Kotsol described the separation process as similar to that of oil and water in salad dressing: “When you put them together in the bottle and you mix them up, you see that they do mix and they do contact, but eventually they separate out.” The difference here, besides the obvious, is that Winner is using 1,400-gallon vessels with a mixer in each to promote good contact and optimal separation. Thus far, according to Kotsol, the units at Fawn Mine are removing 80 to 85 percent of sulfate (from 700 to 100 ppm) and nearly all iron (down to 2 ppm) from AMD water.

Liquid-liquid separation is nothing new, but Kotsol noted that the base chemistry and process — how it’s done — makes HydroFlex “first-of-its-kind.”

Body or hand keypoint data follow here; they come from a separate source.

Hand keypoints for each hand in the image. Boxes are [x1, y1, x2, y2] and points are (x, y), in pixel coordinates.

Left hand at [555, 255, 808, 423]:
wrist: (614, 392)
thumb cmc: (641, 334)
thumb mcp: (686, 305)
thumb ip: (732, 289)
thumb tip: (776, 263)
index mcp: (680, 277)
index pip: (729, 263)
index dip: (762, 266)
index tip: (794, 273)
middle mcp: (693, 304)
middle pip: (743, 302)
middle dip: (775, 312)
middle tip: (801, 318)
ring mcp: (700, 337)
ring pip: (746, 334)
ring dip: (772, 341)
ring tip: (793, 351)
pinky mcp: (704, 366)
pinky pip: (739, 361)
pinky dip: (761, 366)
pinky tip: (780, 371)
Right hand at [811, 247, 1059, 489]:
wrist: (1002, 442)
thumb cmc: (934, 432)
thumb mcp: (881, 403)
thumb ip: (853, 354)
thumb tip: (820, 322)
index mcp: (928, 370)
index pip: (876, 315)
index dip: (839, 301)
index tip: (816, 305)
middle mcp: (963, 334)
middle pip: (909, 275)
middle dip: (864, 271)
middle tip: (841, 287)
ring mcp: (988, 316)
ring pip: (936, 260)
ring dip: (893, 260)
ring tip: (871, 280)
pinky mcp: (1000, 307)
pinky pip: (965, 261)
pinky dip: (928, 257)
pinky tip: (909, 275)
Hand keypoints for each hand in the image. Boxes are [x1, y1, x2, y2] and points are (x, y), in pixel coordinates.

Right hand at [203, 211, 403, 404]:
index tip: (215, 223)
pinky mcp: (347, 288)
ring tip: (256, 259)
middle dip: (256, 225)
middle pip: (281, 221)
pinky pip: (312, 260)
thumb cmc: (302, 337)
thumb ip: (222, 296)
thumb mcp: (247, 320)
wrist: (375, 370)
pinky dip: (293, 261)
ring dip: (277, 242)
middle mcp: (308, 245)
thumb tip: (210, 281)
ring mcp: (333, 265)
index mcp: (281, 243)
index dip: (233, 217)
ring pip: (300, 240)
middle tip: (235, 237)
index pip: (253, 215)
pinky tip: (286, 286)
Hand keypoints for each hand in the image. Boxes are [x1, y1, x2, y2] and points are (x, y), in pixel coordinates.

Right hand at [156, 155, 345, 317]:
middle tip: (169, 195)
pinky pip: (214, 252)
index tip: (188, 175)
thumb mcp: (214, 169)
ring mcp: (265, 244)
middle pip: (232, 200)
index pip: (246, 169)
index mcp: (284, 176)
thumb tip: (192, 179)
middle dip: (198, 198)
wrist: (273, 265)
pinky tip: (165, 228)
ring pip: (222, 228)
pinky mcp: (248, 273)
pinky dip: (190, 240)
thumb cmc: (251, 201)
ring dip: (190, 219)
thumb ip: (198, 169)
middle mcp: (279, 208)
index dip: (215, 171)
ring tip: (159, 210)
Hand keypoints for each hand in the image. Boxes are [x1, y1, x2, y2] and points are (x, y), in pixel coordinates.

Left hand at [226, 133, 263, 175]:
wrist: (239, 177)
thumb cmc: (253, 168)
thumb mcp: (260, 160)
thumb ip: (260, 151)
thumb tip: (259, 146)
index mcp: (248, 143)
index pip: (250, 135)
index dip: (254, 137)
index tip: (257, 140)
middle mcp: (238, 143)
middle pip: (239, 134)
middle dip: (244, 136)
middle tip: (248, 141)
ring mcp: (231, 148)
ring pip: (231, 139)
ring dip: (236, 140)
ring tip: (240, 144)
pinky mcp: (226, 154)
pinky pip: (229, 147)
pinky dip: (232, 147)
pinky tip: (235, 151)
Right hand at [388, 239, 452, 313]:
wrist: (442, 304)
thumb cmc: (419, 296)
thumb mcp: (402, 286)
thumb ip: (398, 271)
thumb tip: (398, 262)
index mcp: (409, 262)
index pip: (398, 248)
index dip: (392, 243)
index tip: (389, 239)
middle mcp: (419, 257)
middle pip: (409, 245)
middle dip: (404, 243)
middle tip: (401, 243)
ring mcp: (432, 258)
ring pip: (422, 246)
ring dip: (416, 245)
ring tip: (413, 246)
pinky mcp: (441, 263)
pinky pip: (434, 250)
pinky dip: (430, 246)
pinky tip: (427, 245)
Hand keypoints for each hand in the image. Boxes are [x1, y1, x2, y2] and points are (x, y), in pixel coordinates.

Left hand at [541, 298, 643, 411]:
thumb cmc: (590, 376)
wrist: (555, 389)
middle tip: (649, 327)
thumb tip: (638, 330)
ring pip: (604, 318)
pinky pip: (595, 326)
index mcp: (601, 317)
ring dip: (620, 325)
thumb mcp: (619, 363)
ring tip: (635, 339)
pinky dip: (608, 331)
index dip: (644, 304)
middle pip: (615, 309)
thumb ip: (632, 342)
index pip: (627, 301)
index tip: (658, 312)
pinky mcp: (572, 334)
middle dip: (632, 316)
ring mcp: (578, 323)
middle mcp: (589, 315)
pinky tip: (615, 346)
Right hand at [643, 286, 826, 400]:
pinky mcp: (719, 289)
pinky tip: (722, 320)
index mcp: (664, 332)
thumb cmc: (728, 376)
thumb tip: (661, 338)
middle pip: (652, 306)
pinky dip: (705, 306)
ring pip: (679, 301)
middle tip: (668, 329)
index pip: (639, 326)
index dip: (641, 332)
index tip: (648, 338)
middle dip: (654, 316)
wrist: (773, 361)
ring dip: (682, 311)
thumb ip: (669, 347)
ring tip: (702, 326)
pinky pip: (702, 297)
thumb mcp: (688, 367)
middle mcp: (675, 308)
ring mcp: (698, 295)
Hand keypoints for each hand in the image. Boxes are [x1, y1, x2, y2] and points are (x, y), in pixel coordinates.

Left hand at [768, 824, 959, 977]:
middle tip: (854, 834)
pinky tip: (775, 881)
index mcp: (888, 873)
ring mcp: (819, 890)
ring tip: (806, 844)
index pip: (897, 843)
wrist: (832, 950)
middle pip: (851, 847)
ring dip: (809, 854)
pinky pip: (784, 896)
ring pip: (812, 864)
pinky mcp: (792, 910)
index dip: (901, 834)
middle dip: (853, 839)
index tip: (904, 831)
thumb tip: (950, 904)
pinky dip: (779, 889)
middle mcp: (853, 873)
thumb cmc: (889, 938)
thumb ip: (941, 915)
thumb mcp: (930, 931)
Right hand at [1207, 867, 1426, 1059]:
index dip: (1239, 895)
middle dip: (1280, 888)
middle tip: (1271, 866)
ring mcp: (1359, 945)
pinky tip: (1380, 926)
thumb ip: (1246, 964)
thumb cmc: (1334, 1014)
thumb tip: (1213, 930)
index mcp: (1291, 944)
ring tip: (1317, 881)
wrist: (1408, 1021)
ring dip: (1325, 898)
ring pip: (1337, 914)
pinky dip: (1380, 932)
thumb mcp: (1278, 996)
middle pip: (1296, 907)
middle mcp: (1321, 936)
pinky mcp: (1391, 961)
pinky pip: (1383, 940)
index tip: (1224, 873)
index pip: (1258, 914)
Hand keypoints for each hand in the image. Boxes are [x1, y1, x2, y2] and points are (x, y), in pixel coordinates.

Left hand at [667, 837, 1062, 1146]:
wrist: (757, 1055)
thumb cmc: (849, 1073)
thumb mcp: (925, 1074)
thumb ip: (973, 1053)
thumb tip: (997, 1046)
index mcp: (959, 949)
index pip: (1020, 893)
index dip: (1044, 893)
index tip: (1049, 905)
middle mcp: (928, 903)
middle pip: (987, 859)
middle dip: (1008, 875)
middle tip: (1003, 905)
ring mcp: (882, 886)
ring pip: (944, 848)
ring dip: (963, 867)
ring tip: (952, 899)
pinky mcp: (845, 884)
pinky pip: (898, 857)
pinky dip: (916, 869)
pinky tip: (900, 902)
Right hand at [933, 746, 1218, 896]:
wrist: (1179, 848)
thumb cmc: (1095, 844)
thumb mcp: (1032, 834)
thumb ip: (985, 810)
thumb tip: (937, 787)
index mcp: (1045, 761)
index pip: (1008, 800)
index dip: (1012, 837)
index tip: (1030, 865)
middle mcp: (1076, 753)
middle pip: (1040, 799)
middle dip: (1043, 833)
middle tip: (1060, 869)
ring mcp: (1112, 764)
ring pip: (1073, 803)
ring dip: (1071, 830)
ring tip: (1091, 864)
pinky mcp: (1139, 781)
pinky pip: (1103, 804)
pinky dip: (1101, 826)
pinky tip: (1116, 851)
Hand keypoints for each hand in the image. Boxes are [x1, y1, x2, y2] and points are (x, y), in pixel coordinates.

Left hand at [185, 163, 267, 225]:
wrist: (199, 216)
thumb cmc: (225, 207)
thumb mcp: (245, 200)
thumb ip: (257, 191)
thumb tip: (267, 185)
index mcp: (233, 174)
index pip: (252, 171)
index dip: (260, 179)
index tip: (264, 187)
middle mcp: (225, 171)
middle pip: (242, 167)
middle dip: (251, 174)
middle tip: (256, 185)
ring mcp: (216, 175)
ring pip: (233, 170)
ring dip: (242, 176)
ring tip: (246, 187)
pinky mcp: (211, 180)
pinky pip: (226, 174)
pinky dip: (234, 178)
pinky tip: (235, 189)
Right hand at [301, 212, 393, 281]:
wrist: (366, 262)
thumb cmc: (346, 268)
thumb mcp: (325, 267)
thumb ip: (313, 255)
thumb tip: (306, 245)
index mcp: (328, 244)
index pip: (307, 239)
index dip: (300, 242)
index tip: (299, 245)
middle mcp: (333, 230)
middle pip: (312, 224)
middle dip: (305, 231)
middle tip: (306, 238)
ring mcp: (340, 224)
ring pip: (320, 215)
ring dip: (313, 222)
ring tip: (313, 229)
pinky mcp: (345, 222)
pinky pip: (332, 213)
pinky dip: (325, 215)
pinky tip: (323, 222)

Winner Water Services uses state-of-the art technology to treat heavy metal-laden mine runoff so it can be used in oil and gas operations.

Potential Impact

The business model for Winner Water Services is to clean AMD water with the HydroFlex system and sell it to fracking companies. Therefore, treatment costs must be below municipal purchase rates. Another option is for companies to purchase a system to create their own water source, but Kotsol sees that as less likely — at least for now. The current demonstration will provide the necessary data to inform operational best practices and the road to commercialization going forward.

If proven successful, the technology will have major implications for Pennsylvania, West Virginia, and Ohio, where AMD is common, as well as for mining territories in the water-scarce West, such as Colorado. In all of these states — and any region where AMD and fracking coincide — this new technology could simultaneously benefit fracking operations and the environment, and you don’t often hear that.